Right around here, I had a momentary panic that this would be my first DNF as my right foot went completely numb. After years of running with a numb left foot and a few episodes of numbness in my right foot lately, there are few things that make me worry more and although I can usually tough out a workout, 10 miles seemed like a long way to push. Once we got onto the straighter section of the course, however, my foot started to feel better and I went through the 10K in 40:42 (6:33). The wind was pretty tough heading south and although I tried to connect with other runners, I had a similar situation developing as I did at Plattsburgh where I just felt…gearless. I was happy cruising along but couldn’t seem to find another comfortable pace. Women were flying by me and I couldn’t do much more than just watch them go.

10K to 15K

As it sometimes goes in a race, my best miles were right before my worst. Towards the south-most part of the course, we turned onto a newly paved out and back and it just felt like heaven. I was floating along, could see the remainder of the women’s field and had a fleeting (silly rabbit…) thought that I might be able to close the last 3 miles quickly. I went through 8.9 miles in 58:13 (6:32). As we turned back onto the main road and made the turn towards home, however, that fleeting thought quickly faded.

South Part of the Race Course

15K to Finish

We connected with the Lakefront Path and started dodging 10K runners and in a final insult to my focus/stride, went through the MOST bizarre race feature I’ve ever experienced: a long tunnel that was blacked out with flashing strobe lights.

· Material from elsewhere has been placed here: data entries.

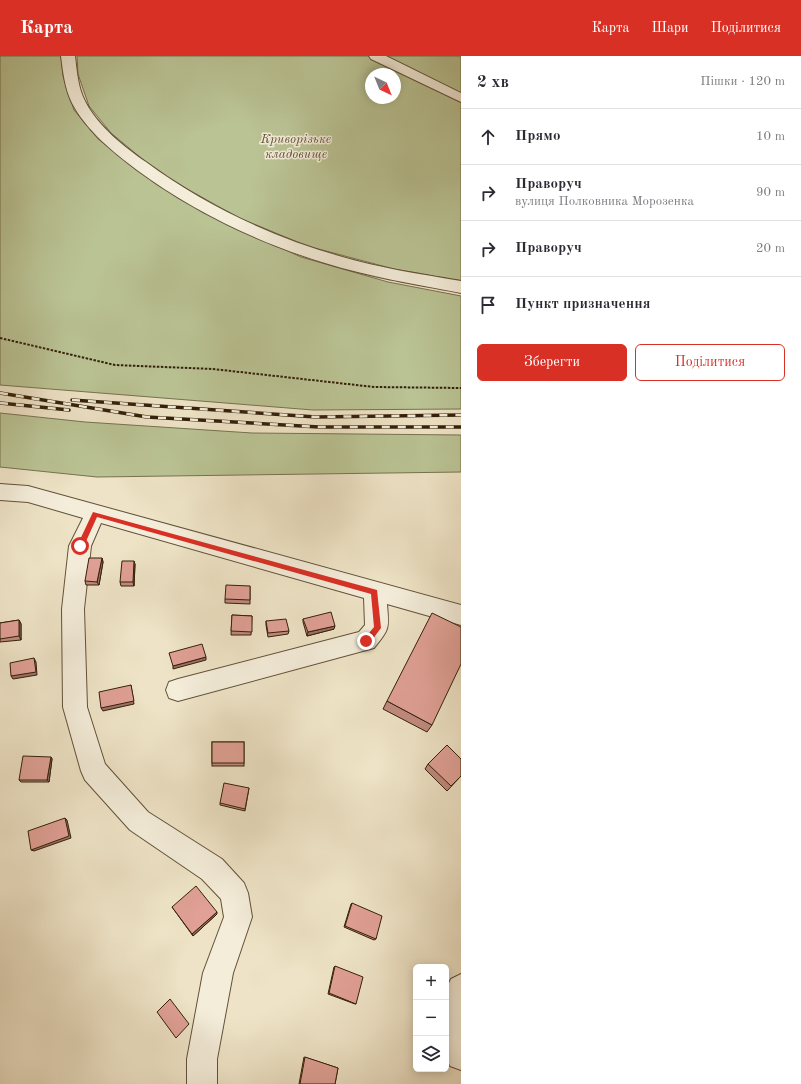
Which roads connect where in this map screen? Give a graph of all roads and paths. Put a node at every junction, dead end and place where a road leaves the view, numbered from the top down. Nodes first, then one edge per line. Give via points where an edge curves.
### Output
1 (68, 56) edge
2 (376, 56) edge
3 (461, 98) edge
4 (461, 287) edge
5 (0, 338) edge
6 (461, 388) edge
7 (0, 492) edge
8 (95, 514) junction
9 (375, 592) junction
10 (461, 616) edge
11 (178, 690) dead end
12 (461, 989) edge
13 (461, 1055) edge
14 (202, 1084) edge

1 - 4 street via 70,75 81,107 104,135 152,175 232,220 314,254 389,274
2 - 3 street
5 - 6 path via 115,365 213,369 374,386
7 - 8 street via 28,494
8 - 9 street
8 - 14 street via 80,546 73,609 75,706 94,770 139,821 212,869 234,893 238,917 218,973 202,1059
9 - 10 street
9 - 11 street via 377,628 366,641
12 - 13 street via 453,1008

I’m sure some people thought it was fun, but for me, I couldn’t see my footing and slowed to a jog as I tried not to trip over a) my feet and b) 10K runners. By the time we came out of the tunnel, I was all but done. I tried to gear up and felt like I was crawling. The finish had a great, long straightaway that would have been great for a strong finish but I didn’t have much strong left. I crossed in 1:26:48, which means my last few miles were barely under 7 minute pace. Yikes.

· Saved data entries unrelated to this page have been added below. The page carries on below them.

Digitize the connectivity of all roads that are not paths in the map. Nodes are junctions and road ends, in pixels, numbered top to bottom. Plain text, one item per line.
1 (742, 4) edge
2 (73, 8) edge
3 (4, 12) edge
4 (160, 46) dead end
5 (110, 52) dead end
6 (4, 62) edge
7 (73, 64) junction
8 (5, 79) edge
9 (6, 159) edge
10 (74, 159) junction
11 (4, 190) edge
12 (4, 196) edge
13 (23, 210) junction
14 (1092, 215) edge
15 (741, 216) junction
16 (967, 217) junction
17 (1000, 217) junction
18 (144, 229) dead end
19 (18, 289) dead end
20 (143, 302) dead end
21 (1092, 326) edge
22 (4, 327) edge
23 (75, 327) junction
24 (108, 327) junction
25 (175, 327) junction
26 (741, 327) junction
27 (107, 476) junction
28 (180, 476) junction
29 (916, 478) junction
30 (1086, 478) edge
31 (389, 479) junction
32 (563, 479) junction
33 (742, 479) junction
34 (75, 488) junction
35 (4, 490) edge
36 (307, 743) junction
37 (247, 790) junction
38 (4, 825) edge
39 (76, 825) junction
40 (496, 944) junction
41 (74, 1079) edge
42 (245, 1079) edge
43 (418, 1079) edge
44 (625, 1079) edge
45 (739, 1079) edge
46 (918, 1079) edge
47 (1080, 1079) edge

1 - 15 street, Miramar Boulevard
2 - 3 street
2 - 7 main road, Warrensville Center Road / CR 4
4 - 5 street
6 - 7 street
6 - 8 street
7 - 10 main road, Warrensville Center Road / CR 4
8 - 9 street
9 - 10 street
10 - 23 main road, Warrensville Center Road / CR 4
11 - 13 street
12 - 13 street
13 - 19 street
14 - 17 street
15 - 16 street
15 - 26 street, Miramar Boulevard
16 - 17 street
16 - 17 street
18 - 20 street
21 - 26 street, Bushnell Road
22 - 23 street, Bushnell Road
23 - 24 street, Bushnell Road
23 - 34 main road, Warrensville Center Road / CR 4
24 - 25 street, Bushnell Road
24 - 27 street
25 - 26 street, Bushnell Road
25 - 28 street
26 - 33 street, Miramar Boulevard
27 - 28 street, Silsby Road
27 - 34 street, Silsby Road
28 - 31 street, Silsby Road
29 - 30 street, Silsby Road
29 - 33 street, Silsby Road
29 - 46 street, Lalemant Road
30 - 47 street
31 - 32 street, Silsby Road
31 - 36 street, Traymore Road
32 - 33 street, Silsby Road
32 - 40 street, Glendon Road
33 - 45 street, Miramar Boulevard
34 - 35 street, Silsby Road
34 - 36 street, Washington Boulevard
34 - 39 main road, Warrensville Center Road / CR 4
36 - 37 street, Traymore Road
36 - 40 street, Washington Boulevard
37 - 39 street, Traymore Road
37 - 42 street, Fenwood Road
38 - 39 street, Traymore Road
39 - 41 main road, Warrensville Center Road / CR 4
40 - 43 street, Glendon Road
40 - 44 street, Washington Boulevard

After the finish, I waited for McKenna to finish and we went for a brief cooldown. By the time I got back to my car, the skies opened up with an epic Midwestern thunderstorm and I headed south to Lexington through scary driving conditions.

Thoughts:

The good news is that I am apparently quite comfortable at 6:38 pace as I’ve landed there in almost all my races and workouts lately. This suggests good general fitness and a solid base from which to begin fall training. The bad news is that I am lacking any top gears, which makes sense since most of my training has been unstructured at best. As I said in my training week review yesterday, these last two rotations have been my priority (as they should be), but I’m looking forward to the opportunity to tighten down on my training and incorporate more interval work as I go into the fall. Lesson 3: Speedwork really does make you faster…or at least keeps you from slowing down in the end of a race. 

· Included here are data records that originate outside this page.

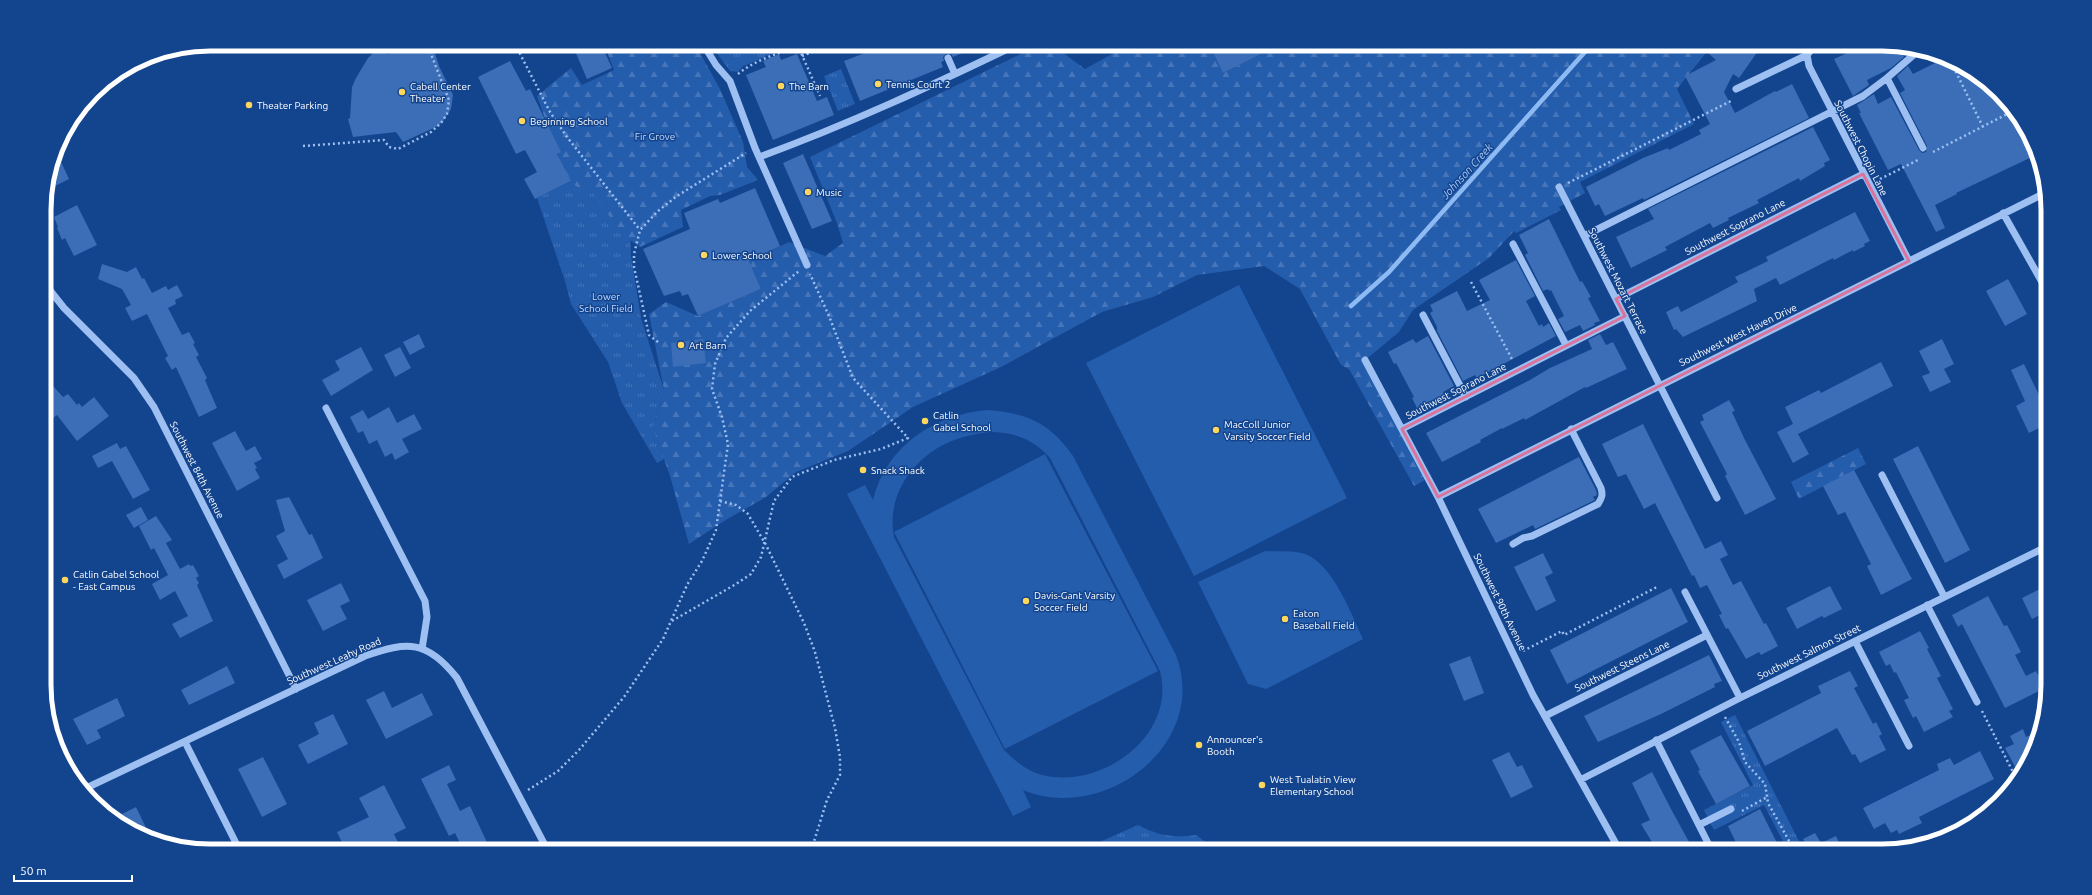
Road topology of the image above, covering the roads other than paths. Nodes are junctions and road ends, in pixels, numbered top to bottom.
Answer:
1 (708, 51) edge
2 (1003, 51) edge
3 (1810, 51) edge
4 (1807, 54) junction
5 (1914, 54) edge
6 (948, 58) dead end
7 (955, 74) junction
8 (1887, 78) junction
9 (1736, 89) road end
10 (1832, 113) junction
11 (1922, 148) dead end
12 (759, 157) junction
13 (1863, 174) junction
14 (1559, 187) road end
15 (2041, 195) edge
16 (2003, 213) junction
17 (1584, 236) junction
18 (1513, 244) dead end
19 (1909, 261) junction
20 (807, 265) road end
21 (2041, 280) edge
22 (51, 292) edge
23 (1616, 299) junction
24 (1424, 315) dead end
25 (1625, 316) junction
26 (1566, 345) junction
27 (1365, 360) dead end
28 (1660, 385) junction
29 (1466, 397) junction
30 (326, 408) dead end
31 (1402, 429) junction
32 (1571, 430) junction
33 (1882, 474) dead end
34 (1438, 497) junction
35 (1717, 498) dead end
36 (1512, 544) dead end
37 (2041, 549) edge
38 (1685, 592) dead end
39 (1944, 596) junction
40 (1926, 605) junction
41 (1707, 635) junction
42 (1855, 640) junction
43 (422, 649) junction
44 (296, 689) junction
45 (1740, 698) junction
46 (1977, 702) road end
47 (1545, 716) junction
48 (1656, 740) junction
49 (185, 742) junction
50 (1909, 746) dead end
51 (1582, 779) junction
52 (88, 787) edge
53 (1731, 809) road end
54 (1699, 825) junction
55 (236, 844) edge
56 (544, 844) edge
57 (1616, 844) edge
58 (1708, 844) edge

1 - 12 street
2 - 7 street
3 - 4 street
4 - 9 street
4 - 10 street, Southwest Chopin Lane
5 - 8 street
6 - 7 street
7 - 12 street
8 - 10 street
8 - 11 street
10 - 13 street, Southwest Chopin Lane
10 - 17 street
12 - 20 street
13 - 19 street, Southwest Chopin Lane
13 - 23 street, Southwest Soprano Lane
14 - 17 street, Southwest Mozart Terrace
15 - 16 street, Southwest West Haven Drive
16 - 19 street, Southwest West Haven Drive
16 - 21 street
17 - 23 street, Southwest Mozart Terrace
18 - 26 street
19 - 28 street, Southwest West Haven Drive
22 - 44 street, Southwest 84th Avenue
23 - 25 street, Southwest Mozart Terrace
24 - 29 street
25 - 26 street, Southwest Soprano Lane
25 - 28 street, Southwest Mozart Terrace
26 - 29 street, Southwest Soprano Lane
27 - 31 street, Southwest 90th Avenue
28 - 32 street, Southwest West Haven Drive
28 - 35 street, Southwest Mozart Terrace
29 - 31 street, Southwest Soprano Lane
30 - 43 street
31 - 34 street, Southwest 90th Avenue
32 - 34 street, Southwest West Haven Drive
32 - 36 street
33 - 39 street
34 - 47 street, Southwest 90th Avenue
37 - 39 street, Southwest Salmon Street
38 - 41 street
39 - 40 street, Southwest Salmon Street
40 - 42 street, Southwest Salmon Street
40 - 46 street
41 - 45 street
41 - 47 street, Southwest Steens Lane
42 - 45 street, Southwest Salmon Street
42 - 50 street
43 - 44 street, Southwest Leahy Road
43 - 56 street, Southwest Leahy Road
44 - 49 street, Southwest Leahy Road
45 - 48 street, Southwest Salmon Street
47 - 51 street, Southwest 90th Avenue
48 - 51 street, Southwest Salmon Street
48 - 54 street
49 - 52 street, Southwest Leahy Road
49 - 55 street
51 - 57 street, Southwest 90th Avenue
53 - 54 street
54 - 58 street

As always, I am enormously thankful for the support, both official and unofficial, that allows me to continue to run through the various adventures of my life. In this case, the Competitor Group comped my entry for this race (I’m starting to think it’s a curse; anytime they are gracious enough to do this, I race poorly…), Skechers supports me with shoes and gear and Nuun covers my hydration.